The last savoury course, a roast loin of Tallabung pork, parsnip purée, fondant potato and fricassee of snails was matched to the inimitable Pinot Gris. When I think of Albert Mann, Pinot Gris is what first comes to mind. They’re masters at preserving the fruit characters and managing to give it depth and mouthfeel at the same time. These wines are elegant yet bold, they make you think despite the fact that they can be in your face, and they’re never flat or simple.
2004 Cuvée Albert Pinot Gris
2004 Grand Cru Hengst Pinot Gris and
2002 Grand Cru Fürstentum Tokay Pinot Gris.

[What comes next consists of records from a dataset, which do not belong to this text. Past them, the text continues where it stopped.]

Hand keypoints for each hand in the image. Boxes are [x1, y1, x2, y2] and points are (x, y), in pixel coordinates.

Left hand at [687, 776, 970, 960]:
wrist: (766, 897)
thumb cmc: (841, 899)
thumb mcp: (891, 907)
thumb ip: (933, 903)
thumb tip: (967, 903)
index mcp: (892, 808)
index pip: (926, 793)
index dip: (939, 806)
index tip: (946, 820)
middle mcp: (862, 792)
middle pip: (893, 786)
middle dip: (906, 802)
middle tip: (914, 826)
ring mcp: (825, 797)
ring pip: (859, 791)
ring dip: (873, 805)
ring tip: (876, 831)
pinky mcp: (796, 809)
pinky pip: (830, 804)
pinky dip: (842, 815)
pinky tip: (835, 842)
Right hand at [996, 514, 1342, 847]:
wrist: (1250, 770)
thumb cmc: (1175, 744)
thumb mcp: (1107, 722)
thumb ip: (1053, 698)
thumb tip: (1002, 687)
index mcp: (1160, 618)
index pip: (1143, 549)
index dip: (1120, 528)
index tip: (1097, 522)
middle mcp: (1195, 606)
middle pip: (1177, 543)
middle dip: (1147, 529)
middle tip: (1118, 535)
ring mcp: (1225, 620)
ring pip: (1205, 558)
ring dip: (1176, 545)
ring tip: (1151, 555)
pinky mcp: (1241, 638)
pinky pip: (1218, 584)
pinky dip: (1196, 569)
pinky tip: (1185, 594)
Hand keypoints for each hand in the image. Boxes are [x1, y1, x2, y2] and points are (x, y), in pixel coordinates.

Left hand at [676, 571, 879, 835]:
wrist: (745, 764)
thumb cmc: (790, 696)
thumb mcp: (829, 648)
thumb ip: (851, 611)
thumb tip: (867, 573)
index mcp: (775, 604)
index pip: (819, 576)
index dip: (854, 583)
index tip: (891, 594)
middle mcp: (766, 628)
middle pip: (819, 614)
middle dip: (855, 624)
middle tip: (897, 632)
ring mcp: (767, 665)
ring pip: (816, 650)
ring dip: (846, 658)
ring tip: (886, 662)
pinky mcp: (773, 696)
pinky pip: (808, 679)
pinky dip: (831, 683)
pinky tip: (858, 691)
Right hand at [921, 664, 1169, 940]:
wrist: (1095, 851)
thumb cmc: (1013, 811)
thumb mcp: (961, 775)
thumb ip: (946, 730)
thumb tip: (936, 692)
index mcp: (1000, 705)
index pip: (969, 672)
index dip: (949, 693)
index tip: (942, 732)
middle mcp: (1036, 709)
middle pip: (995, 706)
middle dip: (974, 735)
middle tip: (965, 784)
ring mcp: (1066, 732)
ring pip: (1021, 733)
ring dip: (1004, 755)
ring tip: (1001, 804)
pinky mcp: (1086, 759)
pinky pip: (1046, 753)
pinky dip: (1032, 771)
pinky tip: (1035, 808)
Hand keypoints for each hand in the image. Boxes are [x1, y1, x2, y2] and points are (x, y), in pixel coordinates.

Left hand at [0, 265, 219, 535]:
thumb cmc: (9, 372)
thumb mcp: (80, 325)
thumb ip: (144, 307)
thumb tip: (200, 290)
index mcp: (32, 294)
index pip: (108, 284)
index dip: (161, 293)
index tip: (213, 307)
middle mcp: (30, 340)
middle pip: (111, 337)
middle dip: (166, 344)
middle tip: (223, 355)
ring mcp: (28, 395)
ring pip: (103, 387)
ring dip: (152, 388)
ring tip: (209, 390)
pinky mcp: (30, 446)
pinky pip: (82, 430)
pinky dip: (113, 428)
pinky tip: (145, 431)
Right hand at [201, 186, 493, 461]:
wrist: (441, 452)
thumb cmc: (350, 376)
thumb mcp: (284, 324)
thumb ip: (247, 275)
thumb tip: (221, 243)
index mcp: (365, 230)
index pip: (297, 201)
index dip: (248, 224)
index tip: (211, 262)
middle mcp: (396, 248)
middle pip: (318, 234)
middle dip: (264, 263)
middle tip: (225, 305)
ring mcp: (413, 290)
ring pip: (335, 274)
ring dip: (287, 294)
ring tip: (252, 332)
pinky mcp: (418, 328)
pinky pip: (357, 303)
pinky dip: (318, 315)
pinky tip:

Since Hungary joined the European Union they returned the favour to Cognac, Champagne, etc. by claiming ‘Tokay’. Habitually all Pinot Gris wines produced in Alsace were labelled Tokay Pinot Gris, although the region has never grown the Tokay (Tokai in Hungarian) grape. Although the change has been on the cards for years old habits die hard, but slowly everyone is losing the word ‘Tokay’ from their labels and as of 2006 it will be illegal to use it. The 2004 Cuvée Albert was not botrytis affected and showed dry spice, wafts of smoke with hints of pain d’épice and a clean, almost savoury finish, whereas the 2002 Grand Cru was luscious, sexy and alluring and would make a perfect partner to a fresh lobe of foie gras.
A palate cleanser of a mandarin and ruby red grapefruit jelly with lemon verbena granita prepared us for the final dish of the night: a superb apple tarte tatin with botrytis Semillon parfait and clove jelly, served with a 2003 Vendanges Tardives (late picked) Altenbourg Gewürztraminer that was full of luscious rosewater and Middle Eastern yeasty pastry flavours. Alas, in my opinion, the sweetness of the dessert overwhelmed the wine totally and made it dry and reasonably unattractive.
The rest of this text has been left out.